Extracted entries:
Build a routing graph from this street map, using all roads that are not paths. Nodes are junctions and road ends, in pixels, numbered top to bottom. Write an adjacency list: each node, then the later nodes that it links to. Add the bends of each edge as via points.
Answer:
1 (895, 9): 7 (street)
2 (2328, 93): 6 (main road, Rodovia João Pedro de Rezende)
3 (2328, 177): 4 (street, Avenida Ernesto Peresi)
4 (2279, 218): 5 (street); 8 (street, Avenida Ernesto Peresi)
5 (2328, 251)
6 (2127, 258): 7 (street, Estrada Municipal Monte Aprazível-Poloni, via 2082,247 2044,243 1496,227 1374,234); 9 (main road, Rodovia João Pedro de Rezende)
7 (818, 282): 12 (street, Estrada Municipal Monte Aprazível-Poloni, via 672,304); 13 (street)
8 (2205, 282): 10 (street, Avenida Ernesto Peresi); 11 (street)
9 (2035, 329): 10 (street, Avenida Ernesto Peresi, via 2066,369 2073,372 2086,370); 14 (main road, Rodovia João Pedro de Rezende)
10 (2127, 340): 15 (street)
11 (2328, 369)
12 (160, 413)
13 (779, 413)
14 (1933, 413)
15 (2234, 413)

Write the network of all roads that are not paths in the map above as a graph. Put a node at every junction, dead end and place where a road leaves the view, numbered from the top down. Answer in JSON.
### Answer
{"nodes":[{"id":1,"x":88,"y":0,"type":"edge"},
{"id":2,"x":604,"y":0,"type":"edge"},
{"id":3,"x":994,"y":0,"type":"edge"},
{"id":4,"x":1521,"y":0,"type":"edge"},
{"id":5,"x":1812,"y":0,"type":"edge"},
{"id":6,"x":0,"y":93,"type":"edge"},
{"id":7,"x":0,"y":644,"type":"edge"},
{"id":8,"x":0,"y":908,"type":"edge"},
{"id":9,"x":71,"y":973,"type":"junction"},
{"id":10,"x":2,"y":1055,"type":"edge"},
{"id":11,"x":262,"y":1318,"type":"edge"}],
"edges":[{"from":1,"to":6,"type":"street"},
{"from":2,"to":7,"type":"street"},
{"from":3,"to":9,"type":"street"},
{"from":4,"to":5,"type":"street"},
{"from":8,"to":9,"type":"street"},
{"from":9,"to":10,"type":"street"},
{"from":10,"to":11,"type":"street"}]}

To do: Set down every entry exactly as given.

Solution to this exercise:
Build a routing graph from this street map, using all roads that are not paths. Nodes are junctions and road ends, in pixels, numbered top to bottom. Write an adjacency list: each node, then the later nodes that it links to. Add the bends of each edge as via points.
Answer:
1 (895, 9): 7 (street)
2 (2328, 93): 6 (main road, Rodovia João Pedro de Rezende)
3 (2328, 177): 4 (street, Avenida Ernesto Peresi)
4 (2279, 218): 5 (street); 8 (street, Avenida Ernesto Peresi)
5 (2328, 251)
6 (2127, 258): 7 (street, Estrada Municipal Monte Aprazível-Poloni, via 2082,247 2044,243 1496,227 1374,234); 9 (main road, Rodovia João Pedro de Rezende)
7 (818, 282): 12 (street, Estrada Municipal Monte Aprazível-Poloni, via 672,304); 13 (street)
8 (2205, 282): 10 (street, Avenida Ernesto Peresi); 11 (street)
9 (2035, 329): 10 (street, Avenida Ernesto Peresi, via 2066,369 2073,372 2086,370); 14 (main road, Rodovia João Pedro de Rezende)
10 (2127, 340): 15 (street)
11 (2328, 369)
12 (160, 413)
13 (779, 413)
14 (1933, 413)
15 (2234, 413)

Write the network of all roads that are not paths in the map above as a graph. Put a node at every junction, dead end and place where a road leaves the view, numbered from the top down. Answer in JSON.
### Answer
{"nodes":[{"id":1,"x":88,"y":0,"type":"edge"},
{"id":2,"x":604,"y":0,"type":"edge"},
{"id":3,"x":994,"y":0,"type":"edge"},
{"id":4,"x":1521,"y":0,"type":"edge"},
{"id":5,"x":1812,"y":0,"type":"edge"},
{"id":6,"x":0,"y":93,"type":"edge"},
{"id":7,"x":0,"y":644,"type":"edge"},
{"id":8,"x":0,"y":908,"type":"edge"},
{"id":9,"x":71,"y":973,"type":"junction"},
{"id":10,"x":2,"y":1055,"type":"edge"},
{"id":11,"x":262,"y":1318,"type":"edge"}],
"edges":[{"from":1,"to":6,"type":"street"},
{"from":2,"to":7,"type":"street"},
{"from":3,"to":9,"type":"street"},
{"from":4,"to":5,"type":"street"},
{"from":8,"to":9,"type":"street"},
{"from":9,"to":10,"type":"street"},
{"from":10,"to":11,"type":"street"}]}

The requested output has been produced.